The Trump administration appears to be making its first moves toward fulfilling a campaign promise to fill the Guantanamo Bay prison camp with “bad dudes.”
Attorney General Jeff Sessions and Deputy Attorney General Rod Rosenstein visited the prison on Friday to get an update on current operations, the first concrete action the administration has taken on the facility since taking office.
Up until now, Guantanamo has been running on autopilot; the executive order from former President Obama calling for the facility to be shut down is still technically the law of the land.
But President Trump promised during the campaign to “load it up with some bad dudes,” and Sessions has called it a “very fine place” with no legal reason not to send new detainees there.
Supporters of keeping the facility open and sending new detainees there are confident Trump will fulfill that promise, even if little movement has been made.
“We have taken off the table the silly ideas that the previous administration had about Guantanamo,” said David Rivkin, constitutional litigator and a fellow at the Foundation for Defense of Democracies who served under Presidents Reagan and George H. W. Bush in the White House counsel’s office and the Justice Department.
Obama, having failed in his efforts to close the facility, left Guantanamo with 41 detainees. Five of those detainees were cleared for transfer by either the interagency Guantanamo Review Task Force set up in 2009 or the interagency Periodic Review Boards set up in 2011.
Shortly after Trump’s inauguration, various draft executive orders floated around Washington that would have moved to fulfill Trump campaign promise to begin sending new prisoners to the facility.
The orders would have revoked Obama’s executive order and suspended any existing transfer efforts pending a new review. They also would have called for the continued operation of Guantanamo to hold and try members of al Qaeda, the Taliban and “associated forces,” including the Islamic State in Iraq and Syria (ISIS).
But no such orders have been signed.
In the meantime, the processes in place at Guantanamo have churned on. The Periodic Review Boards have held handful of hearings since the inauguration, though nobody new has been cleared for transfer; the military commissions trying the 9/11 defendants are proceeding with pre-trial hearings; and the men who were challenging their detention with habeas corpus cases continue to do so.
“It’s really business as usual at Guantanamo,” said Wells Dixon, a lawyer at the Center for Constitutional Rights who is representing some detainees.
The Justice Department framed Sessions and Rosenstein’s visit as a way to get updated on how the facility is working.

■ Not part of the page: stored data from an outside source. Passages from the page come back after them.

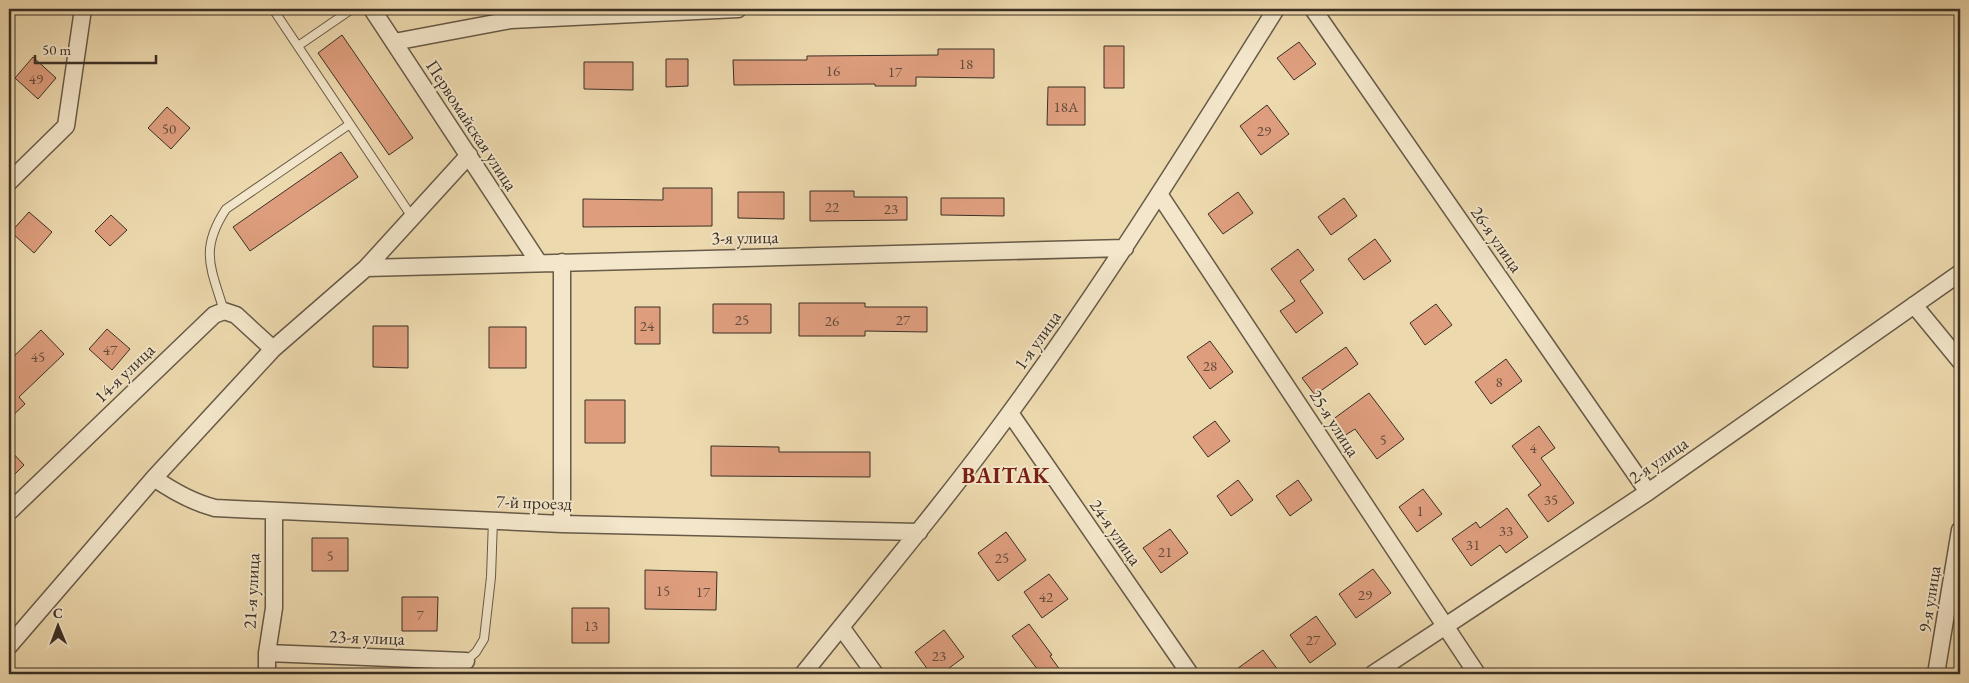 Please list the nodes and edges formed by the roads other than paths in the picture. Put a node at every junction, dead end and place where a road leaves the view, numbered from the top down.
1 (83, 9) edge
2 (273, 9) edge
3 (352, 9) edge
4 (372, 9) edge
5 (738, 9) edge
6 (1276, 9) edge
7 (1313, 9) edge
8 (394, 42) junction
9 (298, 46) junction
10 (350, 124) junction
11 (469, 155) junction
12 (9, 182) edge
13 (1159, 194) junction
14 (412, 217) junction
15 (1125, 248) junction
16 (539, 262) junction
17 (562, 262) junction
18 (366, 268) junction
19 (1960, 273) edge
20 (1914, 305) junction
21 (224, 311) junction
22 (273, 349) junction
23 (1960, 362) edge
24 (1010, 414) junction
25 (154, 478) junction
26 (1648, 492) junction
27 (274, 511) junction
28 (9, 512) edge
29 (493, 520) junction
30 (562, 524) junction
31 (1960, 530) edge
32 (919, 532) junction
33 (841, 627) junction
34 (1446, 627) junction
35 (9, 646) edge
36 (267, 653) junction
37 (466, 661) joint
38 (267, 674) edge
39 (803, 674) edge
40 (875, 674) edge
41 (1190, 674) edge
42 (1374, 674) edge
43 (1477, 674) edge
44 (1936, 674) edge

1 - 12 street
2 - 9 lane
3 - 9 lane
4 - 8 street, Первомайская улица
5 - 8 street
6 - 13 street, 1-я улица
7 - 26 street, 26-я улица
8 - 11 street, Первомайская улица
9 - 10 lane
10 - 14 lane
10 - 21 lane
11 - 14 street
11 - 16 street, Первомайская улица
13 - 15 street, 1-я улица
13 - 34 street, 25-я улица
14 - 18 street
15 - 17 street, 3-я улица
15 - 24 street, 1-я улица
16 - 17 street, 3-я улица
16 - 18 street, 3-я улица
17 - 30 street
18 - 22 street
19 - 20 street, 2-я улица
20 - 23 street
20 - 26 street, 2-я улица
21 - 22 street
21 - 28 street, 14-я улица
22 - 25 street
24 - 32 street, 1-я улица
24 - 41 street, 24-я улица
25 - 27 street, 7-й проезд
25 - 35 street
26 - 34 street, 2-я улица
27 - 29 street, 7-й проезд
27 - 36 street, 21-я улица
29 - 30 street, 7-й проезд
29 - 37 lane
30 - 32 street, 7-й проезд
31 - 44 street, 9-я улица
32 - 33 street, 1-я улица
33 - 39 street, 1-я улица
33 - 40 street
34 - 42 street, 2-я улица
34 - 43 street, 25-я улица
36 - 37 street, 23-я улица
36 - 38 street, 21-я улица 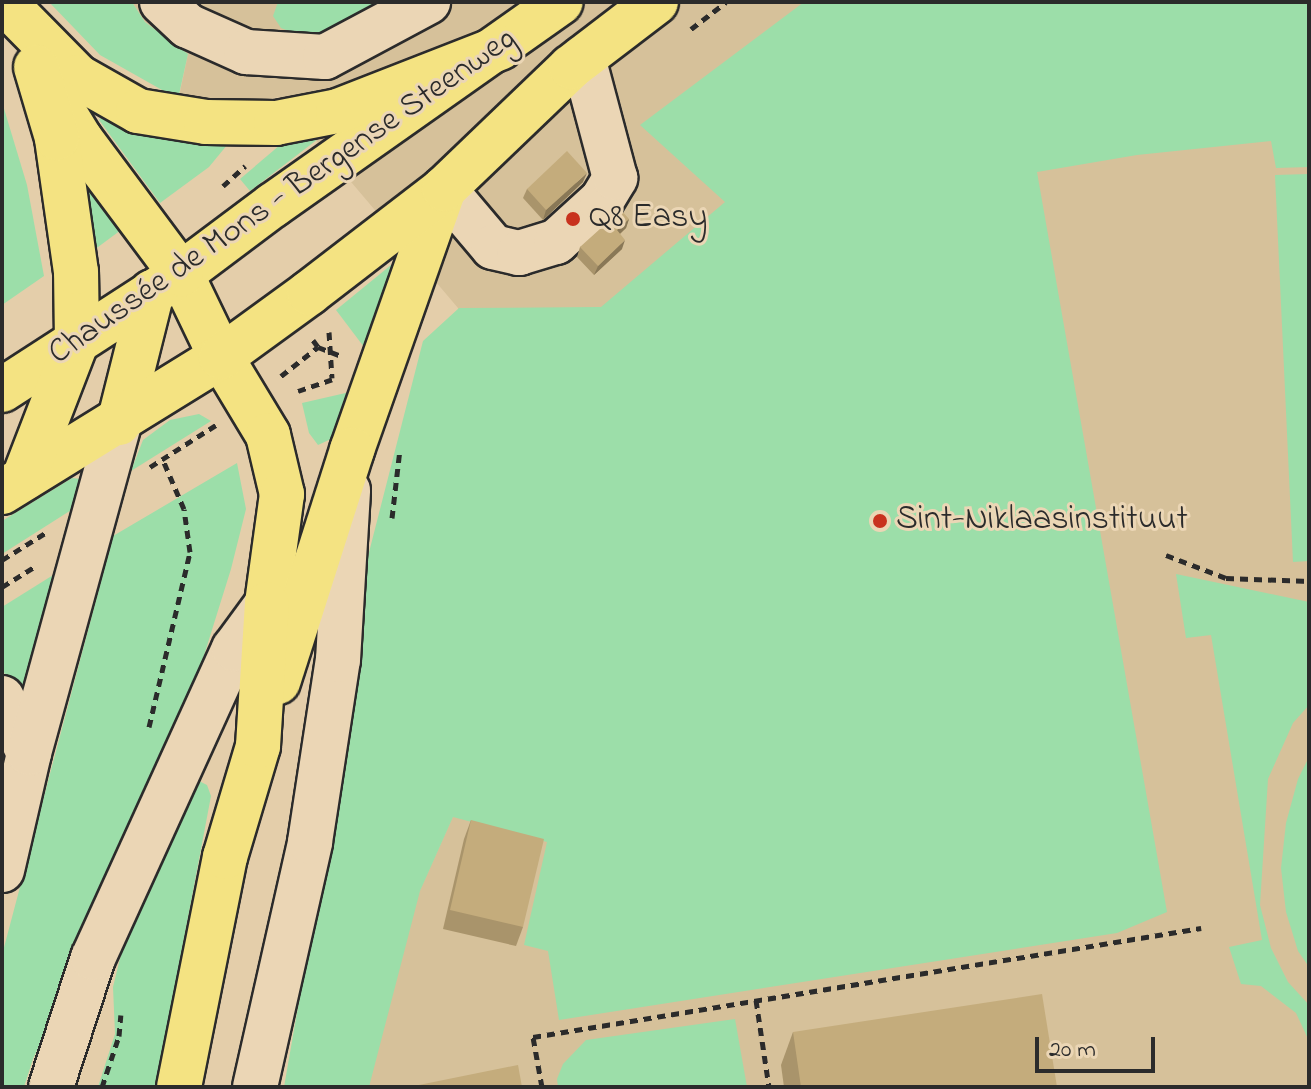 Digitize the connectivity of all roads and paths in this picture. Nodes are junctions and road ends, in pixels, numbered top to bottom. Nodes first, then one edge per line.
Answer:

“In addition to the Department of Justice's role in handling detainee-related litigation, it is important for the Department of Justice to have an up-to-date understanding of current operations,” department spokesman Ian Prior said in a statement. “The purpose of the trip is to gain that understanding by meeting with the people on the ground who are leading our government-wide efforts at GTMO.”
But the statement also mentioned recent terrorist attacks in Europe and elsewhere, which have been carried out by ISIS.
“Keeping this country safe from terrorists is the highest priority of the Trump administration,” Prior said. “Recent attacks in Europe and elsewhere confirm that the threat to our nation is immediate and real, and it remains essential that we use every lawful tool available to prevent as many attacks as possible.”
Sessions has long supported keeping the facility open and earlier this year said he see no legal reason not to send new terrorism suspects there.
“I’ve been there a number of times as a senator, and it’s just a very fine place for holding these kind of dangerous criminals,” Sessions said in an interview with conservative radio host Hugh Hewitt. “
Asked by Hewitt what his advice to Trump would be if new combatants are captured, Session said he would recommend sending them to Guantanamo.
“There’s plenty of space,” he said. “We are well equipped for it. It’s a perfect place for it. Eventually, this will be decided by the military rather than the Justice Department. But I see no legal problem whatsoever with doing that.”
But many legal experts have argued that sending ISIS fighters to Guantanamo could prove risky, since the authorization for the use of military force (AUMF) that is being used to justify indefinite law of war detention does not name ISIS.
Dixon said he and his colleagues are prepared to challenge the legality of detaining suspected ISIS fighters the moment one arrives at Guantanamo.
“We are awaiting the arrival of suspected ISIS fighters at Guantanamo so that we can represent them and challenge the application of AUMF,” he said.
In the meantime, Dixon said the business-as-usual pace of Guantanamo has taken a toll on the 41 detainees still there.
“The men are very aware of fact that no one has left Guantanamo since end of the Obama administration, and that takes a tremendous psychological toll,” he said. “It is torture by any reasonable measure.”
Rivkin chalked Trump’s lack of movement on Guantanamo to other issues taking precedence and needing to get the right staff in place, though he said he hasn’t talked to administration officials specifically about the issue.
He’s unconvinced by the argument that the AUMF has been the holdup and said he thinks “associated forces” is a broad enough term that a judge would rule in the government’s favor should ISIS fighters challenge their detention.
“If you get an ISIS guy, which court of appeals panel is going to suggest that he be let go,” Rivkin said. “I have every confidence that the issue will work itself out well.”